■ **Task to complete**
Although the entries contain pictures, repeat only their words, exactly as written.

Saved data entries:
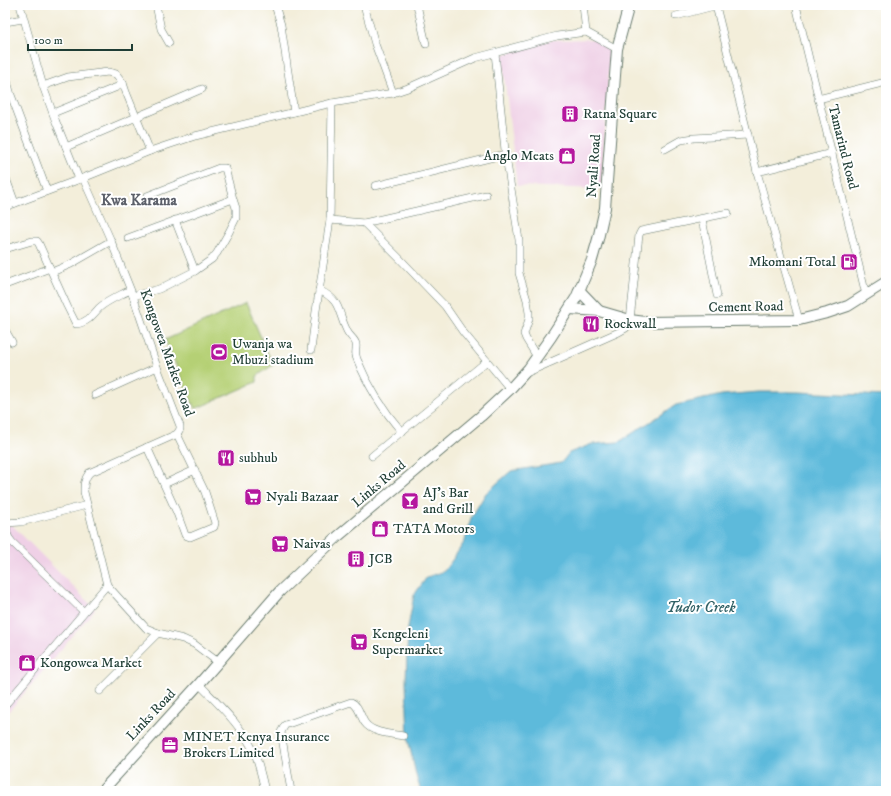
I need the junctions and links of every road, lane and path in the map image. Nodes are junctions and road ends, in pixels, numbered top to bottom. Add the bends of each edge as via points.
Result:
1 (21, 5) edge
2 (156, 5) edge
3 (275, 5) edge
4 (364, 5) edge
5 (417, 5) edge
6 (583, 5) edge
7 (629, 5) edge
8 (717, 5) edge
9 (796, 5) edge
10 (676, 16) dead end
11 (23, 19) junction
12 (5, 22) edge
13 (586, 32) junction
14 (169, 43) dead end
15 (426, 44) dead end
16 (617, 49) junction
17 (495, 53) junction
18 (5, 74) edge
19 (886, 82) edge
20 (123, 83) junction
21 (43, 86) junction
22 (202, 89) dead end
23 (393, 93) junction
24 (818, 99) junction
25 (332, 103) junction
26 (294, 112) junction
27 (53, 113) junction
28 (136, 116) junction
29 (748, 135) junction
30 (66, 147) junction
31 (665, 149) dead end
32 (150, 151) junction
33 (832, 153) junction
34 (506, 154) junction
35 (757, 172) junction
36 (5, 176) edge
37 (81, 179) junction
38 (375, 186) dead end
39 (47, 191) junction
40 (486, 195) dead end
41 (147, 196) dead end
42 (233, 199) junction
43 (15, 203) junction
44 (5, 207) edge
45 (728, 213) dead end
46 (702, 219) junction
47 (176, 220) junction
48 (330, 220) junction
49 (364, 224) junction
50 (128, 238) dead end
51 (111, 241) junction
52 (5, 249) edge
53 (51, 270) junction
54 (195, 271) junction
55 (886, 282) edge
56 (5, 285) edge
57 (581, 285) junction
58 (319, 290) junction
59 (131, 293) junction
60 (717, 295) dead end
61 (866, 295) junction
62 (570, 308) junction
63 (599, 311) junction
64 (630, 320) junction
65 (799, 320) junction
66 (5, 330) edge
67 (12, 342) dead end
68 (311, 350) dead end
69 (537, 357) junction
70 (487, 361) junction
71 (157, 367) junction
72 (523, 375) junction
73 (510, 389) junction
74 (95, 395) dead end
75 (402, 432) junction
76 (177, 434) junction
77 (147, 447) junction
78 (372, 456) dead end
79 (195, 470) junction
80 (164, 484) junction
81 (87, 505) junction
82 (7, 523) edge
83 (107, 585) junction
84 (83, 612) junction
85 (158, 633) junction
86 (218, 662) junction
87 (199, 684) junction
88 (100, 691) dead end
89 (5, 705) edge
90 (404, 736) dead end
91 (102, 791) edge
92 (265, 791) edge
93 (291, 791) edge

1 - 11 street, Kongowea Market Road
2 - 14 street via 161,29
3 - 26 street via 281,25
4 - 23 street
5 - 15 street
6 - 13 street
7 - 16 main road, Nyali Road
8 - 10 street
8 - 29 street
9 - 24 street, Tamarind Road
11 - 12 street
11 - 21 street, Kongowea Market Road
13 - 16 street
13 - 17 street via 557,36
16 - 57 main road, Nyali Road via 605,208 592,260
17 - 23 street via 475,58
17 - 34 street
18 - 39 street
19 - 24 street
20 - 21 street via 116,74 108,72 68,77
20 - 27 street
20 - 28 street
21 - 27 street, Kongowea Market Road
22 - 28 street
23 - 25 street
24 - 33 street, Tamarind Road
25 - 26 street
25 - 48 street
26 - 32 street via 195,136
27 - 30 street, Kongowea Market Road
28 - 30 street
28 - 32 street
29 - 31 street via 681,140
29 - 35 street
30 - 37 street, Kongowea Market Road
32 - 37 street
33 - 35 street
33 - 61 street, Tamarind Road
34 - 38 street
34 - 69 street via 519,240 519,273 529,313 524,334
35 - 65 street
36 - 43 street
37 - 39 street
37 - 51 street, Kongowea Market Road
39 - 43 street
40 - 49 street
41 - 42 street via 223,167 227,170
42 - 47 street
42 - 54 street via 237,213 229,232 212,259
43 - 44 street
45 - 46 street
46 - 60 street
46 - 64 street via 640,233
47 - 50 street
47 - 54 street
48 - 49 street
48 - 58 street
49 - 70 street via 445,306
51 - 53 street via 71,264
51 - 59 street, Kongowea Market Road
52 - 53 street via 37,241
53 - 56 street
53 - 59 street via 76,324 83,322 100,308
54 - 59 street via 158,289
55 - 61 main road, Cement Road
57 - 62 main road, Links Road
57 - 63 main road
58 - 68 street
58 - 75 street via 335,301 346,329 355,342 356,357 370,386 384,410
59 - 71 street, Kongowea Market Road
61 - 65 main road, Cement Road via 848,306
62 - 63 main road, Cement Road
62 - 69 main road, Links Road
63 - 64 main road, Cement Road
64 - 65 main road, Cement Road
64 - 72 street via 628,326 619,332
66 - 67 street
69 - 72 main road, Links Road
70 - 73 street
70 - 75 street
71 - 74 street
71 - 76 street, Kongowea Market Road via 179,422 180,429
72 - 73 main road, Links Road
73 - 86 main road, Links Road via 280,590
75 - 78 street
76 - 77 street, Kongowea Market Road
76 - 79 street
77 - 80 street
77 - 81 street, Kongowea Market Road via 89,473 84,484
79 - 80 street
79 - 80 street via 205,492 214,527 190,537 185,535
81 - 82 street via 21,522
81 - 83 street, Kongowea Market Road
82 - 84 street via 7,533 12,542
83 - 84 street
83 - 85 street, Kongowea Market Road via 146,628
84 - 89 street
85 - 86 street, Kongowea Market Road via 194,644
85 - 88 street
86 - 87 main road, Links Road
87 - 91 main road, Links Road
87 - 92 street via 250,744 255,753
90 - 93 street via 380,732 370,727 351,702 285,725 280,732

■ **Your solution**
I need the junctions and links of every road, lane and path in the map image. Nodes are junctions and road ends, in pixels, numbered top to bottom. Add the bends of each edge as via points.
Result:
1 (21, 5) edge
2 (156, 5) edge
3 (275, 5) edge
4 (364, 5) edge
5 (417, 5) edge
6 (583, 5) edge
7 (629, 5) edge
8 (717, 5) edge
9 (796, 5) edge
10 (676, 16) dead end
11 (23, 19) junction
12 (5, 22) edge
13 (586, 32) junction
14 (169, 43) dead end
15 (426, 44) dead end
16 (617, 49) junction
17 (495, 53) junction
18 (5, 74) edge
19 (886, 82) edge
20 (123, 83) junction
21 (43, 86) junction
22 (202, 89) dead end
23 (393, 93) junction
24 (818, 99) junction
25 (332, 103) junction
26 (294, 112) junction
27 (53, 113) junction
28 (136, 116) junction
29 (748, 135) junction
30 (66, 147) junction
31 (665, 149) dead end
32 (150, 151) junction
33 (832, 153) junction
34 (506, 154) junction
35 (757, 172) junction
36 (5, 176) edge
37 (81, 179) junction
38 (375, 186) dead end
39 (47, 191) junction
40 (486, 195) dead end
41 (147, 196) dead end
42 (233, 199) junction
43 (15, 203) junction
44 (5, 207) edge
45 (728, 213) dead end
46 (702, 219) junction
47 (176, 220) junction
48 (330, 220) junction
49 (364, 224) junction
50 (128, 238) dead end
51 (111, 241) junction
52 (5, 249) edge
53 (51, 270) junction
54 (195, 271) junction
55 (886, 282) edge
56 (5, 285) edge
57 (581, 285) junction
58 (319, 290) junction
59 (131, 293) junction
60 (717, 295) dead end
61 (866, 295) junction
62 (570, 308) junction
63 (599, 311) junction
64 (630, 320) junction
65 (799, 320) junction
66 (5, 330) edge
67 (12, 342) dead end
68 (311, 350) dead end
69 (537, 357) junction
70 (487, 361) junction
71 (157, 367) junction
72 (523, 375) junction
73 (510, 389) junction
74 (95, 395) dead end
75 (402, 432) junction
76 (177, 434) junction
77 (147, 447) junction
78 (372, 456) dead end
79 (195, 470) junction
80 (164, 484) junction
81 (87, 505) junction
82 (7, 523) edge
83 (107, 585) junction
84 (83, 612) junction
85 (158, 633) junction
86 (218, 662) junction
87 (199, 684) junction
88 (100, 691) dead end
89 (5, 705) edge
90 (404, 736) dead end
91 (102, 791) edge
92 (265, 791) edge
93 (291, 791) edge

1 - 11 street, Kongowea Market Road
2 - 14 street via 161,29
3 - 26 street via 281,25
4 - 23 street
5 - 15 street
6 - 13 street
7 - 16 main road, Nyali Road
8 - 10 street
8 - 29 street
9 - 24 street, Tamarind Road
11 - 12 street
11 - 21 street, Kongowea Market Road
13 - 16 street
13 - 17 street via 557,36
16 - 57 main road, Nyali Road via 605,208 592,260
17 - 23 street via 475,58
17 - 34 street
18 - 39 street
19 - 24 street
20 - 21 street via 116,74 108,72 68,77
20 - 27 street
20 - 28 street
21 - 27 street, Kongowea Market Road
22 - 28 street
23 - 25 street
24 - 33 street, Tamarind Road
25 - 26 street
25 - 48 street
26 - 32 street via 195,136
27 - 30 street, Kongowea Market Road
28 - 30 street
28 - 32 street
29 - 31 street via 681,140
29 - 35 street
30 - 37 street, Kongowea Market Road
32 - 37 street
33 - 35 street
33 - 61 street, Tamarind Road
34 - 38 street
34 - 69 street via 519,240 519,273 529,313 524,334
35 - 65 street
36 - 43 street
37 - 39 street
37 - 51 street, Kongowea Market Road
39 - 43 street
40 - 49 street
41 - 42 street via 223,167 227,170
42 - 47 street
42 - 54 street via 237,213 229,232 212,259
43 - 44 street
45 - 46 street
46 - 60 street
46 - 64 street via 640,233
47 - 50 street
47 - 54 street
48 - 49 street
48 - 58 street
49 - 70 street via 445,306
51 - 53 street via 71,264
51 - 59 street, Kongowea Market Road
52 - 53 street via 37,241
53 - 56 street
53 - 59 street via 76,324 83,322 100,308
54 - 59 street via 158,289
55 - 61 main road, Cement Road
57 - 62 main road, Links Road
57 - 63 main road
58 - 68 street
58 - 75 street via 335,301 346,329 355,342 356,357 370,386 384,410
59 - 71 street, Kongowea Market Road
61 - 65 main road, Cement Road via 848,306
62 - 63 main road, Cement Road
62 - 69 main road, Links Road
63 - 64 main road, Cement Road
64 - 65 main road, Cement Road
64 - 72 street via 628,326 619,332
66 - 67 street
69 - 72 main road, Links Road
70 - 73 street
70 - 75 street
71 - 74 street
71 - 76 street, Kongowea Market Road via 179,422 180,429
72 - 73 main road, Links Road
73 - 86 main road, Links Road via 280,590
75 - 78 street
76 - 77 street, Kongowea Market Road
76 - 79 street
77 - 80 street
77 - 81 street, Kongowea Market Road via 89,473 84,484
79 - 80 street
79 - 80 street via 205,492 214,527 190,537 185,535
81 - 82 street via 21,522
81 - 83 street, Kongowea Market Road
82 - 84 street via 7,533 12,542
83 - 84 street
83 - 85 street, Kongowea Market Road via 146,628
84 - 89 street
85 - 86 street, Kongowea Market Road via 194,644
85 - 88 street
86 - 87 main road, Links Road
87 - 91 main road, Links Road
87 - 92 street via 250,744 255,753
90 - 93 street via 380,732 370,727 351,702 285,725 280,732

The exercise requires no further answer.